Use of synthetic peptides for the analysis of B-cell epitopes in autoantigens

  • Sylviane Muller
Conference paper
Part of the NATO ASI Series book series (volume 80)


In systemic autoimmune diseases, patients develop antibodies to a variety of cellular components. Like the majority of conventionally induced antibodies, autoantibodies recognize discontinuous epitopes which are made up of amino acid residues that are not contiguous in sequence but are brought together by the folding of the polypeptide chain.

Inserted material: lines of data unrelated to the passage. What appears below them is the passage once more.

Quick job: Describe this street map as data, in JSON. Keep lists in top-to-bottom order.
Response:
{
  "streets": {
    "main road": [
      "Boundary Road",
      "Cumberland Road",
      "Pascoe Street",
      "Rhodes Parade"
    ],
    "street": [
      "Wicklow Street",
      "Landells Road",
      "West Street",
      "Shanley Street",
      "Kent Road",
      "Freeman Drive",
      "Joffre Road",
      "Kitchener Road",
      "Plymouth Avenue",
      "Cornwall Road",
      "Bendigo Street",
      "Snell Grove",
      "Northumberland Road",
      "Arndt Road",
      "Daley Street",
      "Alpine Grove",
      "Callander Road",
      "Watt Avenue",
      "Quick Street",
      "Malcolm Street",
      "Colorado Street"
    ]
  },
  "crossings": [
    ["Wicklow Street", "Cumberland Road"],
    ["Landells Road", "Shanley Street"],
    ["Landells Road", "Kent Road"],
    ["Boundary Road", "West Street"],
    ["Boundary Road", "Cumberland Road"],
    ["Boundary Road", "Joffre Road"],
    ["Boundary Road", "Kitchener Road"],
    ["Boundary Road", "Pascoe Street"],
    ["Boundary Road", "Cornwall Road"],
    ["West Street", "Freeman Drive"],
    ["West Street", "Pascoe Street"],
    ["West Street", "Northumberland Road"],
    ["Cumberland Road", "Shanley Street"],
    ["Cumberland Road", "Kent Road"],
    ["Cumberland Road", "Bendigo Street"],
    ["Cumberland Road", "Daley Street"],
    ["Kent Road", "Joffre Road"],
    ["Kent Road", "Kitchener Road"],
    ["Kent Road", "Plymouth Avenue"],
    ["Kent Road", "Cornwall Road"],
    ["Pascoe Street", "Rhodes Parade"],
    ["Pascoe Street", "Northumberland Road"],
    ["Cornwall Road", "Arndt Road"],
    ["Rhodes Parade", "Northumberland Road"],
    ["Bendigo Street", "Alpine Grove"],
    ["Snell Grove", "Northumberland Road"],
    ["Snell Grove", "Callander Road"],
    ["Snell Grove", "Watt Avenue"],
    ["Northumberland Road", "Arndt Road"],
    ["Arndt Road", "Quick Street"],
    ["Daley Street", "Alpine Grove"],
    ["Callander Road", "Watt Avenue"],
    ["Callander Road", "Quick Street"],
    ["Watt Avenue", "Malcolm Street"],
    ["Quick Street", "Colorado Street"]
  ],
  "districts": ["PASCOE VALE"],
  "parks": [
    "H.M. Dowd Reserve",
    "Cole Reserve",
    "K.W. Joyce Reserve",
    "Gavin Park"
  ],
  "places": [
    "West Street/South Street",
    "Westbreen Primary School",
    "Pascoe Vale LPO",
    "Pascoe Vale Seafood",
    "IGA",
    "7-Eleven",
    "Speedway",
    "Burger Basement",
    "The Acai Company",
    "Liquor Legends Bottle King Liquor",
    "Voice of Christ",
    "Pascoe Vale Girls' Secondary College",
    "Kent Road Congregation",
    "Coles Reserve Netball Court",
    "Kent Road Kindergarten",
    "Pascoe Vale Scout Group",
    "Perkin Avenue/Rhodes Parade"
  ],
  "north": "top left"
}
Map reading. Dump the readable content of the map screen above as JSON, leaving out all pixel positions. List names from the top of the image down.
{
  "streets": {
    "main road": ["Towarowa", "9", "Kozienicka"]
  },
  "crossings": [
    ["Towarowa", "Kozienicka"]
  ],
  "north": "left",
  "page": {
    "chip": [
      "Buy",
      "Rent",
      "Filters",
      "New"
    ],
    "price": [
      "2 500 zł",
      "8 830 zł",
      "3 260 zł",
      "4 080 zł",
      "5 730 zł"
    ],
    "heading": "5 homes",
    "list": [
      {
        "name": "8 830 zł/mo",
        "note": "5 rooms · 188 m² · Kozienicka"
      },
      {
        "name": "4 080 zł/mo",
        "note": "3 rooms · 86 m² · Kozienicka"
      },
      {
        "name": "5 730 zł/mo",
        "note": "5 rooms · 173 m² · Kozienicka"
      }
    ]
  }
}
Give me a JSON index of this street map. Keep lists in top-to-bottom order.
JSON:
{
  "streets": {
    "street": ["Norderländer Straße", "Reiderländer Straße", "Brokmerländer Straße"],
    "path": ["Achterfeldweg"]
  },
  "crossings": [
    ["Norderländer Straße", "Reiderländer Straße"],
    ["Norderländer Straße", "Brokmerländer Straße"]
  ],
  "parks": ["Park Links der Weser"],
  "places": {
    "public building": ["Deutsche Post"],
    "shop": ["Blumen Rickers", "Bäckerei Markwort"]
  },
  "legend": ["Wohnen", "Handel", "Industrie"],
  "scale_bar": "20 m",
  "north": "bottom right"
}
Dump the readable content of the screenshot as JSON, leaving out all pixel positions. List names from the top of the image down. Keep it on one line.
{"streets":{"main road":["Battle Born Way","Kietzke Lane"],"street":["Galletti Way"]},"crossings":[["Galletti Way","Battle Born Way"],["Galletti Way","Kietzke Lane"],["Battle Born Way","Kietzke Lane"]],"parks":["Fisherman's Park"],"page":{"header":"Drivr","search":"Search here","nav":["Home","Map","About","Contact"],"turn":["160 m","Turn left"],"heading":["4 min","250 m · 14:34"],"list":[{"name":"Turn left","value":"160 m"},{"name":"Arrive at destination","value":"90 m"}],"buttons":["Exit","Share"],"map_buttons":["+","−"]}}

Since, short synthetic peptides can, to a certain extent, mimic such conformational epitopes and they can be used in solid-phase assays to replace complex antigens that are often difficult to purify and prepare in large quantities. In recent years the development of improved methods of peptide synthesis and the availability of peptides have stimulated a number of investigations using sera from autoimmune patients that react with various self-proteins such as histones, ubiquitin, polypeptides B/B′ and D of the Sm antigen, polypeptide A of the U1 snRNP antigen, 60 KDa SSA/Ro antigen, phosphorylated ribosomal proteins and E2 (dihydrolipoamide acetyltransferase) mitochondrial antigen. Assays based on the use of synthetic peptides corresponding to sequences within these proteins have proved useful for the detection and in some cases for the discrimination of antibodies present in related systemic and organ-specific autoimmune diseases. In addition to increasing the specificity of immunoassays, the use of peptides offers the possibility of introducing during synthesis modified residues or cofactors (e.g. lipoic acid in E2 antigen) which are normally present in natural molecules.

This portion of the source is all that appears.